:: What the task requires ::
Every record, apart from its pictures, should be repeated exactly.

:: Extracted information ::
== Segment start ==
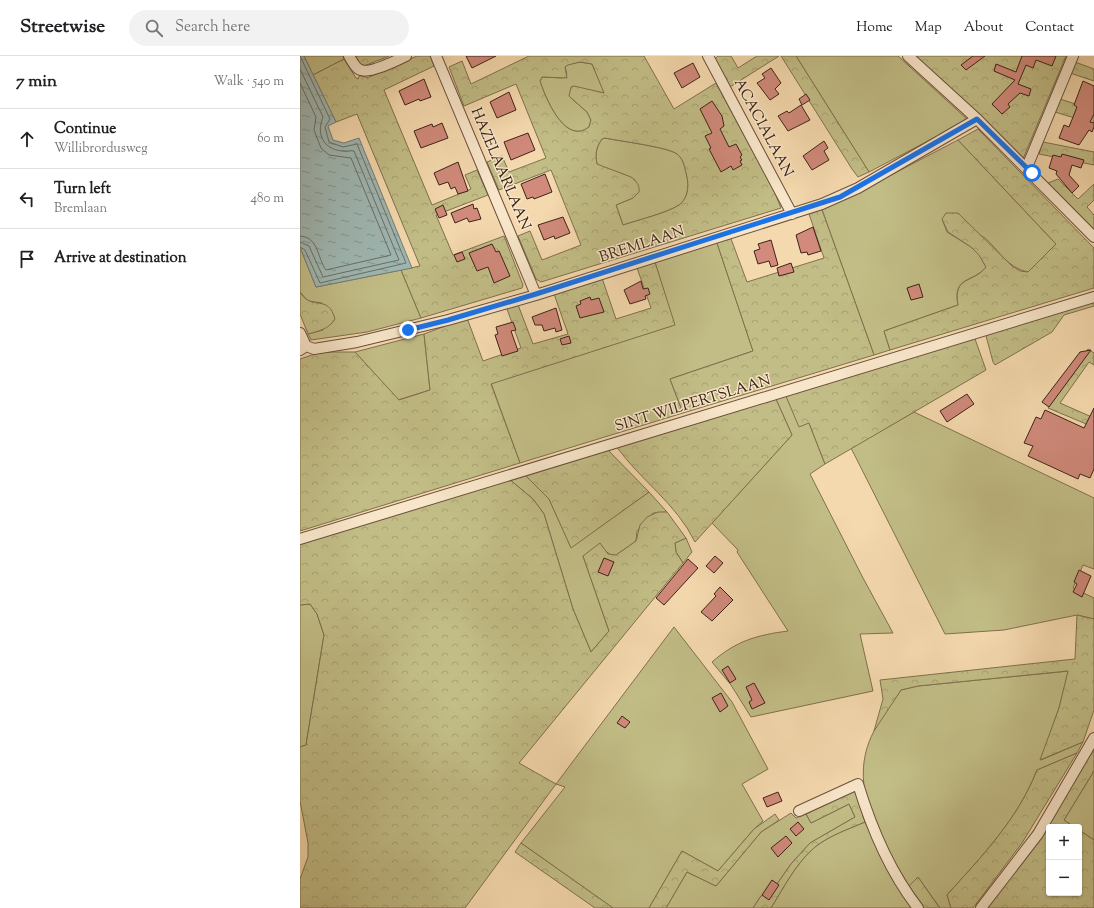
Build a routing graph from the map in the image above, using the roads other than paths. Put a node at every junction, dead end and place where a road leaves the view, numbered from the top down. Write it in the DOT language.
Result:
graph roads {
  1 [pos="350,56"];
  2 [pos="406,56"];
  3 [pos="436,56"];
  4 [pos="708,56"];
  5 [pos="908,56"];
  6 [pos="1073,56"];
  7 [pos="977,119"];
  8 [pos="1027,168"];
  9 [pos="792,214"];
  10 [pos="1094,237"];
  11 [pos="536,294"];
  12 [pos="1094,297"];
  13 [pos="300,333"];
  14 [pos="303,348"];
  15 [pos="300,539"];
  16 [pos="1094,738"];
  17 [pos="799,811"];
  18 [pos="918,908"];
  19 [pos="981,908"];
  1 -- 2 [label="street"];
  3 -- 11 [label="street, HAZELAARLAAN"];
  4 -- 9 [label="street, ACACIALAAN"];
  5 -- 7 [label="street"];
  6 -- 8 [label="street"];
  7 -- 8 [label="street"];
  7 -- 9 [label="street, BREMLAAN"];
  8 -- 10 [label="street"];
  9 -- 11 [label="street, BREMLAAN"];
  11 -- 14 [label="street, BREMLAAN"];
  12 -- 15 [label="street, SINT WILPERTSLAAN"];
  13 -- 14 [label="street"];
  16 -- 19 [label="street"];
  17 -- 18 [label="street"];
}
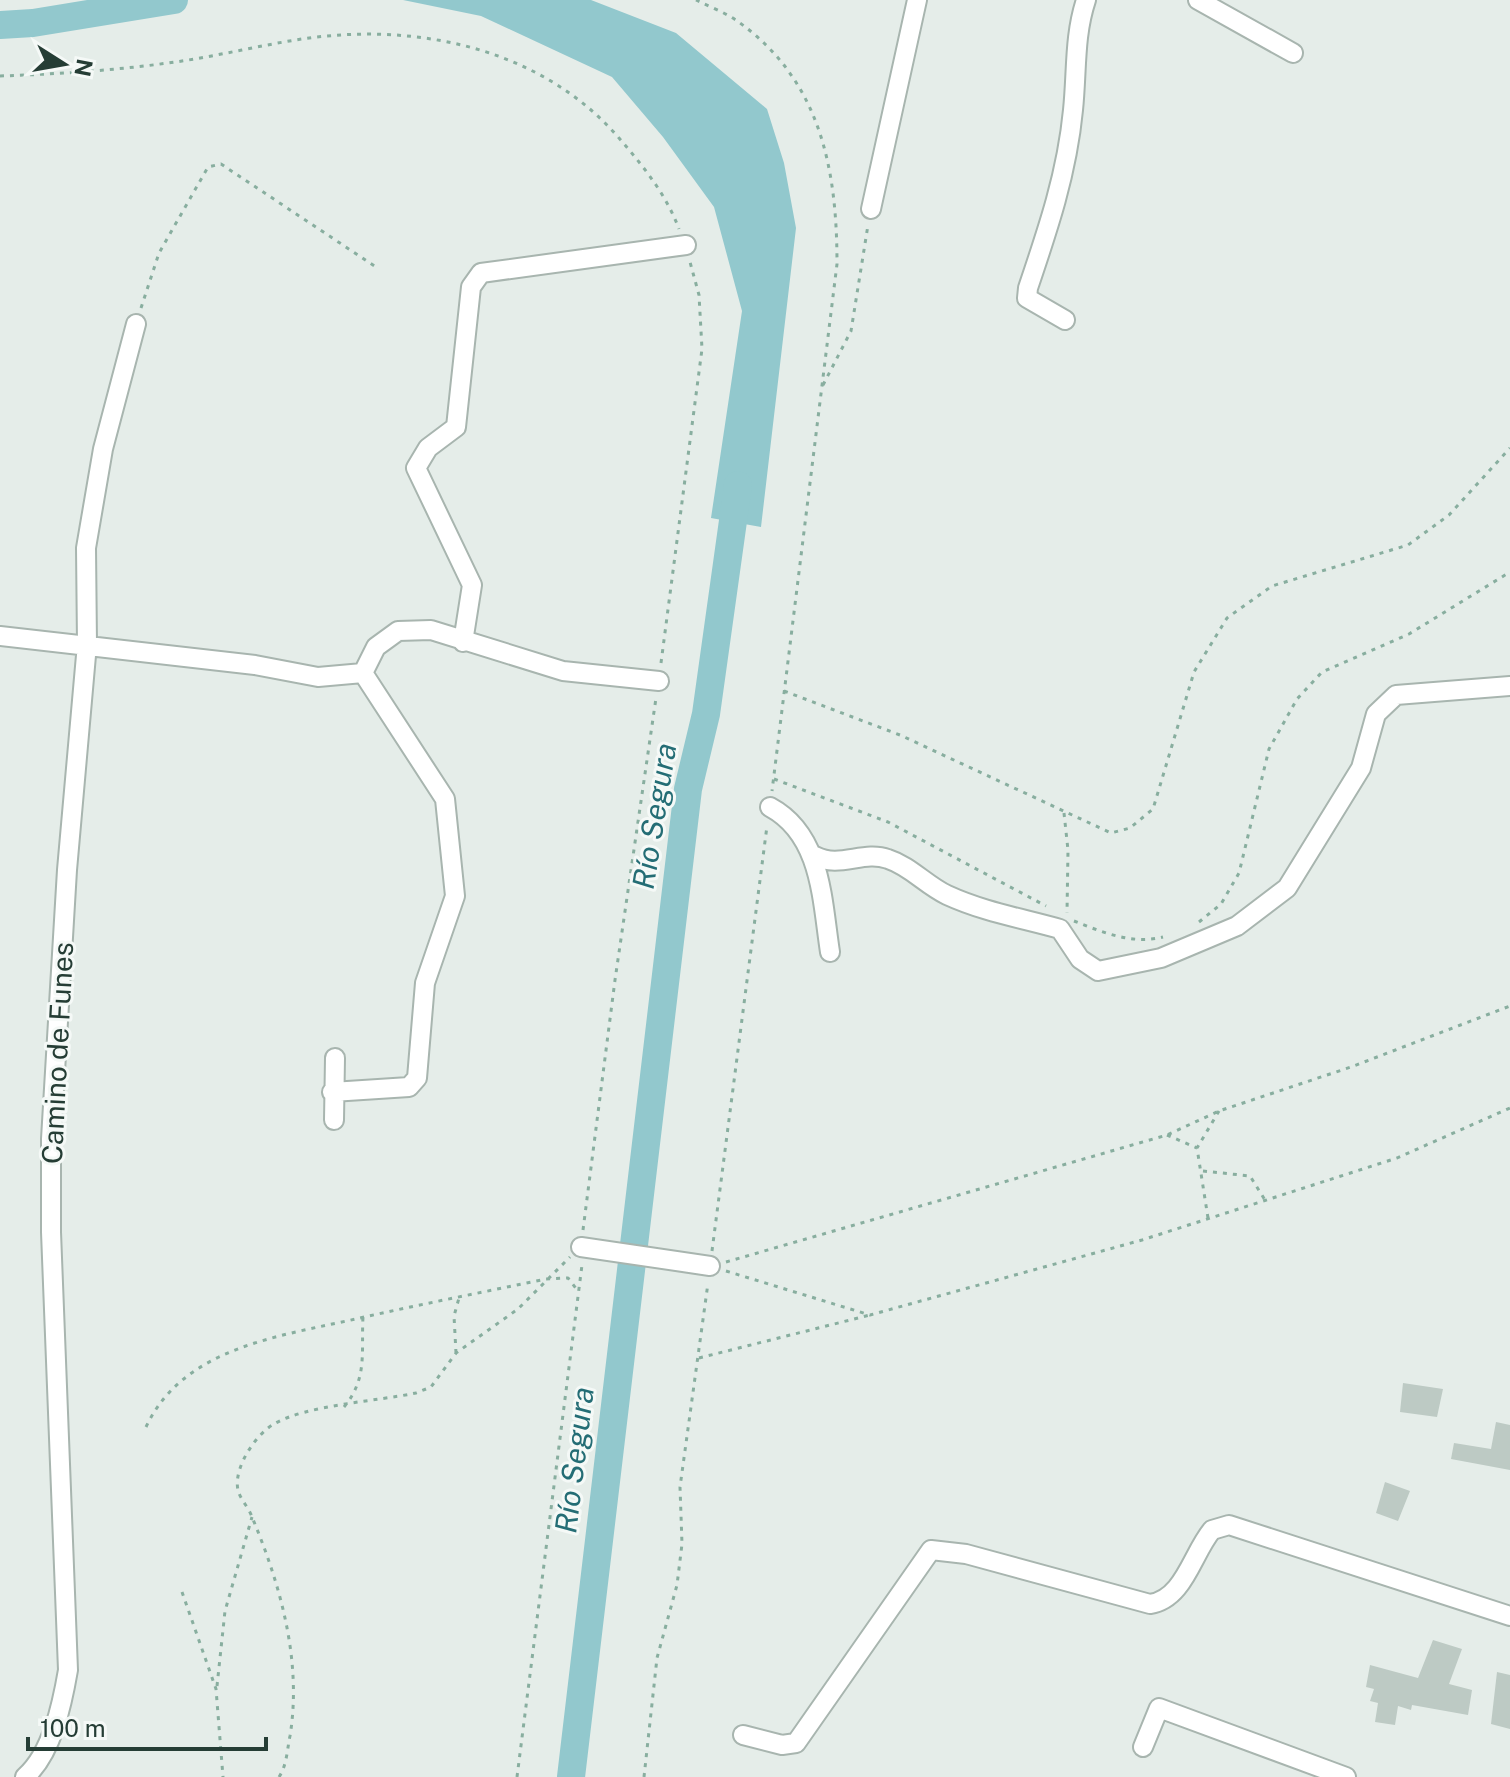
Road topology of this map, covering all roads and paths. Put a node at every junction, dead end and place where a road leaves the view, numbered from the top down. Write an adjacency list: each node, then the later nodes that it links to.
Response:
1 (696, 0): 12 (path)
2 (917, 0): 7 (street)
3 (1086, 0): 10 (street)
4 (1198, 0): 5 (street)
5 (1293, 53)
6 (0, 76): 8 (path)
7 (871, 209): 12 (path)
8 (686, 245): 16 (street); 19 (path)
9 (379, 269): 11 (path)
10 (1065, 320)
11 (136, 324): 17 (street, Camino de Funes)
12 (822, 387): 21 (path)
13 (1510, 448): 24 (path)
14 (1510, 572): 27 (path)
15 (0, 636): 17 (street)
16 (463, 642): 18 (street); 19 (street)
17 (87, 644): 18 (street); 58 (street, Camino de Funes)
18 (363, 673): 32 (street)
19 (659, 681): 41 (path)
20 (1510, 686): 25 (street)
21 (784, 691): 22 (path); 24 (path)
22 (773, 778): 23 (path); 26 (path)
23 (770, 807): 25 (street); 42 (path)
24 (1064, 813): 26 (path)
25 (815, 856): 29 (street)
26 (1067, 918): 28 (path)
27 (1198, 924)
28 (1170, 935)
29 (830, 952)
30 (1510, 1006): 34 (path)
31 (335, 1058): 32 (street)
32 (332, 1092): 35 (street)
33 (1510, 1108): 39 (path)
34 (1219, 1111): 36 (path); 37 (path)
35 (334, 1120)
36 (1167, 1135): 37 (path); 42 (path)
37 (1197, 1148): 38 (path)
38 (1202, 1171): 39 (path); 40 (path)
39 (1265, 1200): 40 (path)
40 (1208, 1218): 46 (path)
41 (581, 1247): 42 (street); 43 (path); 44 (path)
42 (710, 1266): 46 (path); 49 (path)
43 (546, 1279): 44 (path); 45 (path); 48 (path)
44 (579, 1295): 61 (path)
45 (459, 1297): 47 (path); 48 (path)
46 (870, 1315): 49 (path)
47 (363, 1317): 50 (path); 51 (path)
48 (456, 1353): 50 (path)
49 (699, 1359): 62 (path)
50 (344, 1407): 52 (path)
51 (146, 1427)
52 (252, 1516): 55 (path); 60 (path)
53 (182, 1592): 55 (path)
54 (1510, 1616): 56 (street)
55 (216, 1689): 59 (path)
56 (743, 1735)
57 (1143, 1747): 63 (street)
58 (25, 1777)
59 (223, 1777)
60 (279, 1777)
61 (517, 1777)
62 (644, 1777)
63 (1346, 1777)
== Segment end ==
:: The completed task ::
Build a routing graph from the map in the image above, using the roads other than paths. Put a node at every junction, dead end and place where a road leaves the view, numbered from the top down. Write it in the DOT language.
Result:
graph roads {
  1 [pos="350,56"];
  2 [pos="406,56"];
  3 [pos="436,56"];
  4 [pos="708,56"];
  5 [pos="908,56"];
  6 [pos="1073,56"];
  7 [pos="977,119"];
  8 [pos="1027,168"];
  9 [pos="792,214"];
  10 [pos="1094,237"];
  11 [pos="536,294"];
  12 [pos="1094,297"];
  13 [pos="300,333"];
  14 [pos="303,348"];
  15 [pos="300,539"];
  16 [pos="1094,738"];
  17 [pos="799,811"];
  18 [pos="918,908"];
  19 [pos="981,908"];
  1 -- 2 [label="street"];
  3 -- 11 [label="street, HAZELAARLAAN"];
  4 -- 9 [label="street, ACACIALAAN"];
  5 -- 7 [label="street"];
  6 -- 8 [label="street"];
  7 -- 8 [label="street"];
  7 -- 9 [label="street, BREMLAAN"];
  8 -- 10 [label="street"];
  9 -- 11 [label="street, BREMLAAN"];
  11 -- 14 [label="street, BREMLAAN"];
  12 -- 15 [label="street, SINT WILPERTSLAAN"];
  13 -- 14 [label="street"];
  16 -- 19 [label="street"];
  17 -- 18 [label="street"];
}
Road topology of this map, covering all roads and paths. Put a node at every junction, dead end and place where a road leaves the view, numbered from the top down. Write an adjacency list: each node, then the later nodes that it links to.
Response:
1 (696, 0): 12 (path)
2 (917, 0): 7 (street)
3 (1086, 0): 10 (street)
4 (1198, 0): 5 (street)
5 (1293, 53)
6 (0, 76): 8 (path)
7 (871, 209): 12 (path)
8 (686, 245): 16 (street); 19 (path)
9 (379, 269): 11 (path)
10 (1065, 320)
11 (136, 324): 17 (street, Camino de Funes)
12 (822, 387): 21 (path)
13 (1510, 448): 24 (path)
14 (1510, 572): 27 (path)
15 (0, 636): 17 (street)
16 (463, 642): 18 (street); 19 (street)
17 (87, 644): 18 (street); 58 (street, Camino de Funes)
18 (363, 673): 32 (street)
19 (659, 681): 41 (path)
20 (1510, 686): 25 (street)
21 (784, 691): 22 (path); 24 (path)
22 (773, 778): 23 (path); 26 (path)
23 (770, 807): 25 (street); 42 (path)
24 (1064, 813): 26 (path)
25 (815, 856): 29 (street)
26 (1067, 918): 28 (path)
27 (1198, 924)
28 (1170, 935)
29 (830, 952)
30 (1510, 1006): 34 (path)
31 (335, 1058): 32 (street)
32 (332, 1092): 35 (street)
33 (1510, 1108): 39 (path)
34 (1219, 1111): 36 (path); 37 (path)
35 (334, 1120)
36 (1167, 1135): 37 (path); 42 (path)
37 (1197, 1148): 38 (path)
38 (1202, 1171): 39 (path); 40 (path)
39 (1265, 1200): 40 (path)
40 (1208, 1218): 46 (path)
41 (581, 1247): 42 (street); 43 (path); 44 (path)
42 (710, 1266): 46 (path); 49 (path)
43 (546, 1279): 44 (path); 45 (path); 48 (path)
44 (579, 1295): 61 (path)
45 (459, 1297): 47 (path); 48 (path)
46 (870, 1315): 49 (path)
47 (363, 1317): 50 (path); 51 (path)
48 (456, 1353): 50 (path)
49 (699, 1359): 62 (path)
50 (344, 1407): 52 (path)
51 (146, 1427)
52 (252, 1516): 55 (path); 60 (path)
53 (182, 1592): 55 (path)
54 (1510, 1616): 56 (street)
55 (216, 1689): 59 (path)
56 (743, 1735)
57 (1143, 1747): 63 (street)
58 (25, 1777)
59 (223, 1777)
60 (279, 1777)
61 (517, 1777)
62 (644, 1777)
63 (1346, 1777)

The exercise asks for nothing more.